Steinbrecher further explained that gene drives were potentially so powerful and serious in their implications that even proponents of the technology were considering a moratorium on its use, and drew attention to the potentially disastrous effects of an accident. Noting that an escaped gene drive could transform a species quickly and irretrievably, she said there is a need for especially high standards of laboratory biosafety for any gene drive experiment.
Edward Hammond from Third World Network rounded out the presentations by discussing how the combination of modern genome sequence technology with gene editing is poised to transform the way in which genetic resources are accessed. New technologies are replacing the need to physically transfer biological samples, such as seeds, microbes, and plant cells. This poses a challenge to typical access and benefit sharing (ABS) approaches and laws, which frequently rely upon material transfer agreements.

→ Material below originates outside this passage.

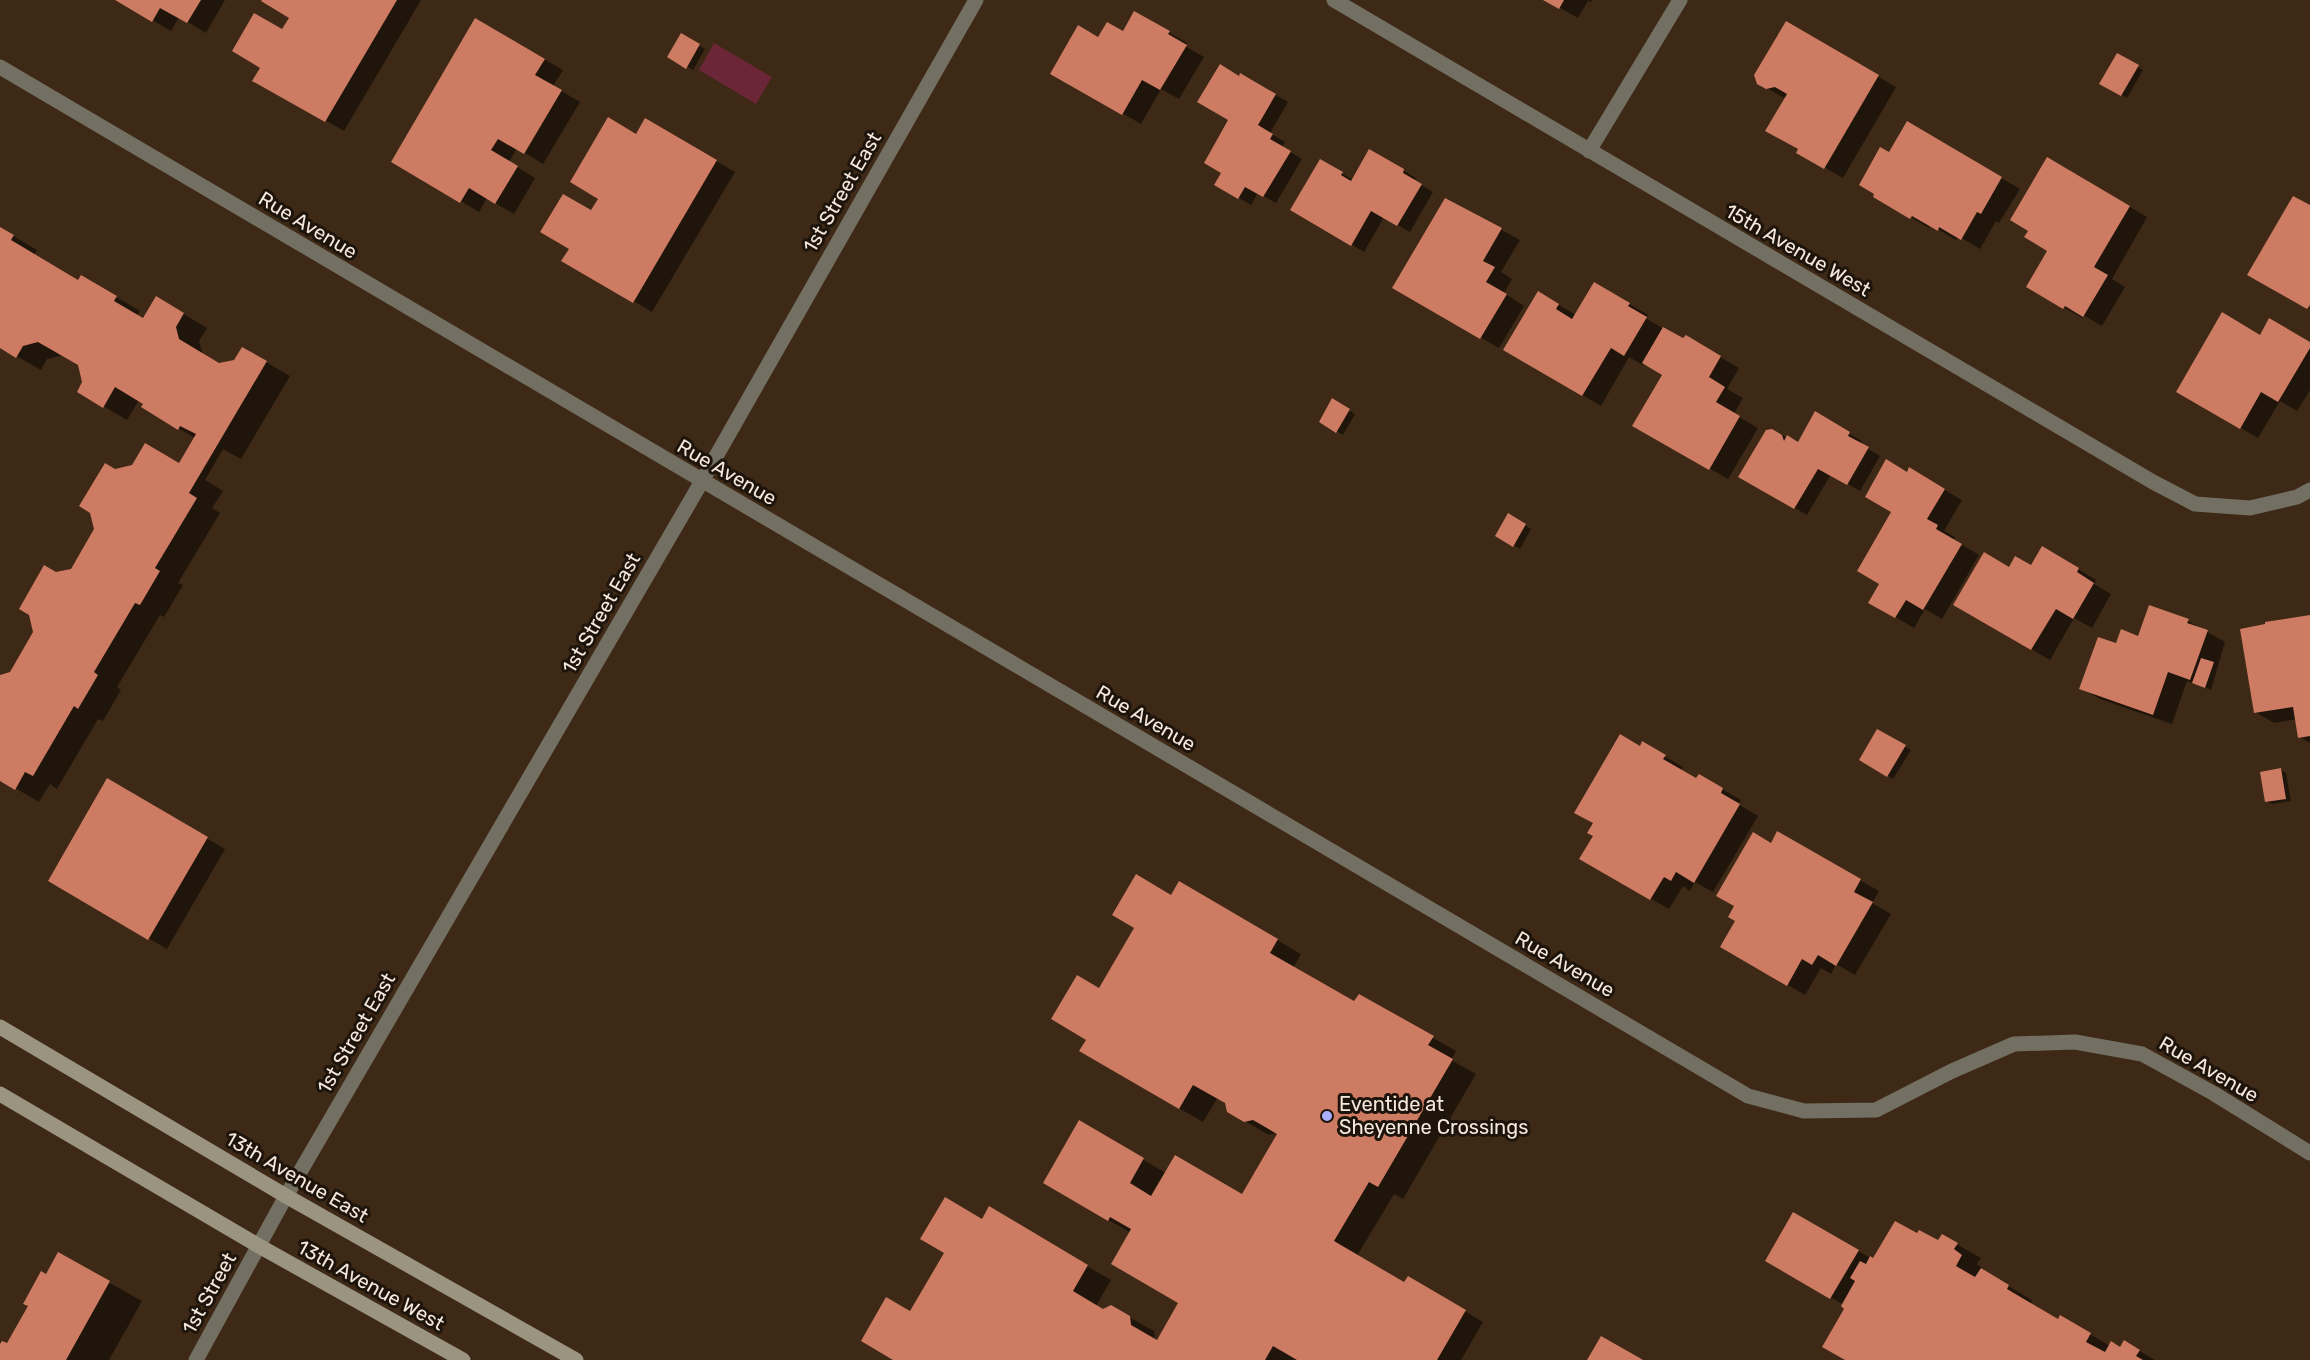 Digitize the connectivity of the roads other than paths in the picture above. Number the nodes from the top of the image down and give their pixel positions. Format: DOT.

Hammond explained how whereas 10 or 15 years ago it was news that “the genome” of a particular species, such as a crop like rice, had been sequenced, but that only referred to a single representative genome from the species. In contrast, today, with less costly and faster technology, genome sequencing projects were thinking in terms of hundreds and thousands of genomes from a single species, and that new databases thereby will come to contain a far greater proportion of the genetic diversity within species. For example, Hammond said, the G2P-SOL project aimed to sequence 50,000 genomes of solanaceous plants (nightshades), such as tomatoes, potatoes, aubergine, peppers, coffee, and tobacco, especially varieties developed by indigenous peoples and local communities.
All of this genomic information and associated data, Hammond said, could be combined with genome editing and gene synthesis to enable digital access to genetic resources without transfer of materials. He said this was already a reality with some smaller organisms, such as influenza virus. It is a particular concern, Hammond stressed, that many genomes are presently being placed online in databases that are “public domain” or that do not implement ABS as part of a data access and use agreement. This allowed corporate patenting of sequence data, Hammond said, and would give rise to biopiracy – causing problems for the implementation of the CBD’s third objective, fair and equitable sharing of benefits arising from use of genetic resources and potentially also for its second objective, sustainable use.
Hammond concluded by calling on governments to address this issue by mandating a technical expert group to finish a scientific analysis of the impact of genome sequencing in combination with gene editing on the Convention’s objectives, the results of which would enable the CBD to update ABS approaches to account for the new reality of digital access to genetic resources.
A brief and vigorous discussion ensued before the side event broke for the resumption of the SBSTTA meeting.
Over the course of the week, a SBSTTA plenary and contact group of negotiators from CBD Parties discussed synthetic biology in detail, ultimately producing a recommendation to the CBD Conference of the Parties, which meets in Cancun, Mexico in December, for continuation of the CBD’s work on synthetic biology. Important elements remain in brackets, however, due to strong opposition from developed countries. These include digital sequence data, the definition of synthetic biology, and work on socio-economic, cultural and ethical impacts. The contact group and the decision ultimately adopted by SBSTTA will be more fully described in a forthcoming article.